02. Dez 2010   Recht

Von Schmiergeld-System geläuterte Siemens darf Flughafen Berlin bauen – Freshfields half dabei

Berlin/St. Johann. Der deutsche Industrieriese Siemens AG darf nun doch die Leitstellen am künftigen Großflughafen Berlin-Brandenburg International (BBI) errichten: Das ist das Ergebnis eines Nachprüfungsverfahrens vor der Vergabekammer des Landes Brandenburg beim Ministerium für Wirtschaft und Europaangelegenheiten. Angestrengt hatte das Verfahren die österreichische Konkurrenz, nämlich die Eurofunk Kappacher GmbH aus St. Johann.

Mit der Kostenentscheidung der Vergabekammer vom 23. November 2010 wurde erstmals in einem vergaberechtlichen Nachprüfungsverfahren bestätigt, dass Siemens die vergaberechtliche Selbstreinigung erfolgreich durchgeführt hat, heißt es in einer Aussendung der Kanzlei Freshfields Bruckhaus Deringer. Sie hat Siemens dabei beraten.

Die Eurofunk Kappacher GmbH hatte nach der beabsichtigten Zuschlagserteilung an Siemens beantragt, Siemens wegen fehlender Zuverlässigkeit aus dem Vergabeverfahren auszuschließen. Das ins Treffen geführte Argument: Der Konzern habe „in langjähriger Übung ein System schwarzer Kassen errichtet (…), aus dem umfangreiche ‚Schmiergeldzahlungen’ geleistet worden seien“, weshalb ein zwingender Ausschlussgrund nach Vergaberecht vorliege, heißt es in einer Aussendung von Freshfields.

Dem folgte die Vergabekammer nicht und signalisierte in der mündlichen Verhandlung, dass der Nachprüfungsantrag wegen der umfassenden Selbstreinigung unbegründet sein könnte. Eurofunk Kappacher nahm den Nachprüfungsantrag daraufhin zurück und die Vergabekammer stellte das Verfahren ein.

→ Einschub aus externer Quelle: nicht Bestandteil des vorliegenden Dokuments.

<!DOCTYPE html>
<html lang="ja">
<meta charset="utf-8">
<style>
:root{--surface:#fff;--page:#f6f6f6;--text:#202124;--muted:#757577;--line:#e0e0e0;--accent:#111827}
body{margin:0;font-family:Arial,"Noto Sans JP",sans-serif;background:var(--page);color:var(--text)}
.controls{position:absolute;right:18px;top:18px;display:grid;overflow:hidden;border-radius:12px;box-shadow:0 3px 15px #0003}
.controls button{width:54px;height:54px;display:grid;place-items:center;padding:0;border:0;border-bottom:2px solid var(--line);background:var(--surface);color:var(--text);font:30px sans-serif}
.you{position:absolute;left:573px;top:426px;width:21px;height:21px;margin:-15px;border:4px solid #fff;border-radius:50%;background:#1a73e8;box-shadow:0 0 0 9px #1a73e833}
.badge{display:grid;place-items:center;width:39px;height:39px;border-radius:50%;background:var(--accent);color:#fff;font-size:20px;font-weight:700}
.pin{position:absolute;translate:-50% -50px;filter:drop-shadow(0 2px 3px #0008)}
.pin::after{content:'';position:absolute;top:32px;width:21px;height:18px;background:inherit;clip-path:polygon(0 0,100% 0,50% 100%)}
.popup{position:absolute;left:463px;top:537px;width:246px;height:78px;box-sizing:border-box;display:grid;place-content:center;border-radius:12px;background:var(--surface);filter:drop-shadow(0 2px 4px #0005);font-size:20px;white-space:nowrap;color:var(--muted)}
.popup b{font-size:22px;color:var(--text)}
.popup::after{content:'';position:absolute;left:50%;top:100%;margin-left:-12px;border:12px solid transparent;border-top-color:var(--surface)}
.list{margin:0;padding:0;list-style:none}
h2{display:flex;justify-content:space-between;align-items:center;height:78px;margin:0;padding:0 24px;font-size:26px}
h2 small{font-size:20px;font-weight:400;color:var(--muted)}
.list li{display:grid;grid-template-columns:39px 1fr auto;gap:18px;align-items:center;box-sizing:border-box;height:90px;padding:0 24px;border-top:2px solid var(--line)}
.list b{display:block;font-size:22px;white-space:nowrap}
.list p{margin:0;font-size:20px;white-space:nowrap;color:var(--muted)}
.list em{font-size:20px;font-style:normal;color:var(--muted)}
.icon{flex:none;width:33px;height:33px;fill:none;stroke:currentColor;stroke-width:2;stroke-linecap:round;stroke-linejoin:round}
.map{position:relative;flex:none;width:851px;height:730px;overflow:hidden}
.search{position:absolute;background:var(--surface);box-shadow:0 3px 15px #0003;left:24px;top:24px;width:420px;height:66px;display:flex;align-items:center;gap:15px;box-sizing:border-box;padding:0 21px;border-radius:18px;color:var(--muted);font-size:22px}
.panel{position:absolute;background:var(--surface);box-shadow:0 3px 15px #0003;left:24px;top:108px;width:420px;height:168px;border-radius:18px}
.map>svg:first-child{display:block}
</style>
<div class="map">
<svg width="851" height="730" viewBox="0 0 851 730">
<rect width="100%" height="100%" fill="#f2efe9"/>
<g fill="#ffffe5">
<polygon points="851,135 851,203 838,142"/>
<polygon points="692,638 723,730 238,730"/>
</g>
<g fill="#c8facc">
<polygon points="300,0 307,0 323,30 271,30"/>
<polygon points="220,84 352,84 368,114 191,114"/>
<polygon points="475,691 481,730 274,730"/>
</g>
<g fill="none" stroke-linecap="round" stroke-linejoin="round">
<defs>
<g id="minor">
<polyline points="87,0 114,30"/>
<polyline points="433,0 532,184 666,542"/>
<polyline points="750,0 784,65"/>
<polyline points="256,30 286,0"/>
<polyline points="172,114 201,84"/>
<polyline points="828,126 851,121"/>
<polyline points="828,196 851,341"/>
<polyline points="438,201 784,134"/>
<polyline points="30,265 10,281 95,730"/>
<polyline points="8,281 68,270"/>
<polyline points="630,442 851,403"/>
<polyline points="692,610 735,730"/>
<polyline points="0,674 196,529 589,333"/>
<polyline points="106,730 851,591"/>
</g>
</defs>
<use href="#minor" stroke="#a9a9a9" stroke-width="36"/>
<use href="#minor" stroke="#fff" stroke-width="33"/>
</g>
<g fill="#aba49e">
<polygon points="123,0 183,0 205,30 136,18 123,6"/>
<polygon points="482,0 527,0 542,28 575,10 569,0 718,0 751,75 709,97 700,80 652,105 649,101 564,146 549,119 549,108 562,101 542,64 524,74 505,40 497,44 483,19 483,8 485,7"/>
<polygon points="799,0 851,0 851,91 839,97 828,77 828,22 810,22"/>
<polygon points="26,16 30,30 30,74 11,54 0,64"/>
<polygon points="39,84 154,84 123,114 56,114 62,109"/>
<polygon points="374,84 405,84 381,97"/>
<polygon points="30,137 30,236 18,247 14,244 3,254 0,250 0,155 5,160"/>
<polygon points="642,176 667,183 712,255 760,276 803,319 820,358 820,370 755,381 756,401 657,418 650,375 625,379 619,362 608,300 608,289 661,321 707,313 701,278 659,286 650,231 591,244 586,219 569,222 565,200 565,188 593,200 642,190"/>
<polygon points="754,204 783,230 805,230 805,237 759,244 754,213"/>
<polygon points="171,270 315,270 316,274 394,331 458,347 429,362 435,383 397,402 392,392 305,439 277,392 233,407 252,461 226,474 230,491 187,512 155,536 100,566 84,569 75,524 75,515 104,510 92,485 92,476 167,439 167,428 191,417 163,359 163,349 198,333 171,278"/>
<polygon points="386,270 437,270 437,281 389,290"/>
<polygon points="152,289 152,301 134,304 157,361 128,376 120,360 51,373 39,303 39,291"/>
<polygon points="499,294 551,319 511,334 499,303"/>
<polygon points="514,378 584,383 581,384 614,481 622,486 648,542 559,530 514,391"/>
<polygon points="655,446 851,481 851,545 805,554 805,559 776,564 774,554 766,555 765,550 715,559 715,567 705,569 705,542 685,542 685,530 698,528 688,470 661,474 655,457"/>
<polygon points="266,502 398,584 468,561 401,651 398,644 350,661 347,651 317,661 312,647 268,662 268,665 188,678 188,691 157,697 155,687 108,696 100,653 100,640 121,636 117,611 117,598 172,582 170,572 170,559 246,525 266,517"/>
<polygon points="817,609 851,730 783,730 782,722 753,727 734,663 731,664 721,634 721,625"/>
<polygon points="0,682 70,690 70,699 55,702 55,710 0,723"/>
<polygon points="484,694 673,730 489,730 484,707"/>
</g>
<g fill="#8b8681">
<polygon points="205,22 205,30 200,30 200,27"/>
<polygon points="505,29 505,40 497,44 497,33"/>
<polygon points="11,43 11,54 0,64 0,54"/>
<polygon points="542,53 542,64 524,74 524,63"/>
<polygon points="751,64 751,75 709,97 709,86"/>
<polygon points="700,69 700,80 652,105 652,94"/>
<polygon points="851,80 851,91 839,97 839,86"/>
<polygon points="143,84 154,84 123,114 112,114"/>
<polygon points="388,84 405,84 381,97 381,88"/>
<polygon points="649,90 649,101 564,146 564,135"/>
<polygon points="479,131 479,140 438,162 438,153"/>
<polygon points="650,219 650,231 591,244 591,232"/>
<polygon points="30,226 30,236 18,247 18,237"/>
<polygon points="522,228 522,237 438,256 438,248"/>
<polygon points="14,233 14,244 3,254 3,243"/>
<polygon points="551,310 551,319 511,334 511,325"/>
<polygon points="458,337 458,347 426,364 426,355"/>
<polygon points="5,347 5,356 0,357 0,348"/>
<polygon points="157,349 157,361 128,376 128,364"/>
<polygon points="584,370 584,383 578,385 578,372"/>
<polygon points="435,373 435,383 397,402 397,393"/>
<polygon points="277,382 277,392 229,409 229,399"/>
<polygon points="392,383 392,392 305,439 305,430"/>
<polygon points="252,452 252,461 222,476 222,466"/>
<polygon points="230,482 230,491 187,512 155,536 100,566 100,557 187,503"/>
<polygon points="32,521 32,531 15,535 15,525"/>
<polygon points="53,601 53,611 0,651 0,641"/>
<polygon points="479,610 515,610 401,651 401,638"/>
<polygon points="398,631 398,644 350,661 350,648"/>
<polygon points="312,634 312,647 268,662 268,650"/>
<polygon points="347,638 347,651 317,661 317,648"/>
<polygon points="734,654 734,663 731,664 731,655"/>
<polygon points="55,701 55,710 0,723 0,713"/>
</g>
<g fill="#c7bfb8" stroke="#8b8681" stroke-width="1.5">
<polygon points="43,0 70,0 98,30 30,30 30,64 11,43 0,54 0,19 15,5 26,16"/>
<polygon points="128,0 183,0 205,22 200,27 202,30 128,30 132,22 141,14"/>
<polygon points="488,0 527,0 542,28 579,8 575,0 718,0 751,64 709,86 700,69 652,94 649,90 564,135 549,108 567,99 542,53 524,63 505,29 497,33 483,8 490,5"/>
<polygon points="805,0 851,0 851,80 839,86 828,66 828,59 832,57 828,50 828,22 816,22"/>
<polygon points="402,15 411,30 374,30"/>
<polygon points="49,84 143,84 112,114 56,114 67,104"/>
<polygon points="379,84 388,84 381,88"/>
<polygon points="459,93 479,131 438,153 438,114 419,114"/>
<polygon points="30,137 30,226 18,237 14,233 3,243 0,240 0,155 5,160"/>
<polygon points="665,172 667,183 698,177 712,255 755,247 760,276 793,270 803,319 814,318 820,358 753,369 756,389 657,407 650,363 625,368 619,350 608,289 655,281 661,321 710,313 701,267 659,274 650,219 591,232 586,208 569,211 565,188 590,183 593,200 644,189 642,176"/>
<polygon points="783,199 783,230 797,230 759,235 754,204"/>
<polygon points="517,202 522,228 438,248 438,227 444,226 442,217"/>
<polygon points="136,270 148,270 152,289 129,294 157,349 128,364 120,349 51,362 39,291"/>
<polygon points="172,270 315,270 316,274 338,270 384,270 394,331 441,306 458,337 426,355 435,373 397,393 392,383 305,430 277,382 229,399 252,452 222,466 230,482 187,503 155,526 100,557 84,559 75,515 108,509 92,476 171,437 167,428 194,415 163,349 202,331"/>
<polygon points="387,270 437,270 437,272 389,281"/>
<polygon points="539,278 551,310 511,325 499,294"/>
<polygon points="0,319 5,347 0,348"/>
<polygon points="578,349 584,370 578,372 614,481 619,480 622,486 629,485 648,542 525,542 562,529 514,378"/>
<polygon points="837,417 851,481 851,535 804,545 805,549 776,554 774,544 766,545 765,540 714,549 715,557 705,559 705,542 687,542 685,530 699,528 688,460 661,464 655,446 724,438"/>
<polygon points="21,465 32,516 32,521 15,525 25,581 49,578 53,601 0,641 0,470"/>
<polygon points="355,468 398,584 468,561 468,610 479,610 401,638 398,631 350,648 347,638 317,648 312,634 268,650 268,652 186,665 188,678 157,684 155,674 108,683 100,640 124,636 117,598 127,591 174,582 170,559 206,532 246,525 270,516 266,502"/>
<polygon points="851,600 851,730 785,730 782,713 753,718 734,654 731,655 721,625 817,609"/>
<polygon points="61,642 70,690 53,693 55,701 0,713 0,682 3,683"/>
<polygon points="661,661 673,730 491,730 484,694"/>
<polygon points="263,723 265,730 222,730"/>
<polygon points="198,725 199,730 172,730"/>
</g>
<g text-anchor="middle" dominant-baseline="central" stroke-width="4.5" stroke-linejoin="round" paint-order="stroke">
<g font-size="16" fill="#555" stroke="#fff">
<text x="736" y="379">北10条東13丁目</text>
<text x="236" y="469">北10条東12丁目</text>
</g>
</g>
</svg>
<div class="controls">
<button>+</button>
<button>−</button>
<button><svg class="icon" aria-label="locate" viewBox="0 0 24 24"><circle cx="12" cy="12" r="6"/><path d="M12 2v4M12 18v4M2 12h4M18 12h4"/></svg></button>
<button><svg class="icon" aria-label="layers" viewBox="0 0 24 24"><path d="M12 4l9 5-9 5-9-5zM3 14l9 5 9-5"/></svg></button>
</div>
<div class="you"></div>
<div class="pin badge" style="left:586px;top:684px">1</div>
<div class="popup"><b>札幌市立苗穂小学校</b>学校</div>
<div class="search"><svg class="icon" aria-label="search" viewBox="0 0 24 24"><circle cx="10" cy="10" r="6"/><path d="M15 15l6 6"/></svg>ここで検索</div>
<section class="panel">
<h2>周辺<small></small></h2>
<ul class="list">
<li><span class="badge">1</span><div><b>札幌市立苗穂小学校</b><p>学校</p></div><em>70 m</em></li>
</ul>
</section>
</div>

„Ernsthaft und konsequent“

In der Kostenentscheidung zu Lasten der Eurofunk Kappacher GmbH führte die Behörde aus, dass die von Siemens ergriffenen und im Einzelnen dargelegten Maßnahmen belegen, dass der Konzern die Selbstreinigung ernsthaft und konsequent betrieben hat, um die in der Vergangenheit vorgekommenen Verfehlungen für die Zukunft auszuschließen. Es sei davon auszugehen, dass die Maßnahmen erwarten lassen, dass Siemens in Zukunft etwaig auftretenden Verdachtsmomenten nachgehen und bei Vorliegen eines hinreichenden Verdachts die gebotenen und organisatorischen Konsequenzen weltweit ziehen wird.

Hans-Joachim Prieß, Partner bei Freshfields Bruckhaus Deringer: „Das Verfahren belegt, dass Verfehlungen Unternehmen auch über strafrechtliche Sanktionen hinaus noch treffen können. Wenn ein Selbstreinigungsprozess und Neustart nach Korruptionsfällen nicht ernsthaft betrieben wird, drohen langjährige Nachteile bei der Wettbewerbsfähigkeit. Andererseits zeigt die Entscheidung, dass Unternehmen wie Siemens, die den Weg der Selbstreinigung erfolgreich gegangen sind, auch als zuverlässig angesehen werden.“

Das Freshfields-Team umfasste Hans-Joachim Prieß, Roland Stein und Pascal Friton (alle Vergaberecht, Berlin).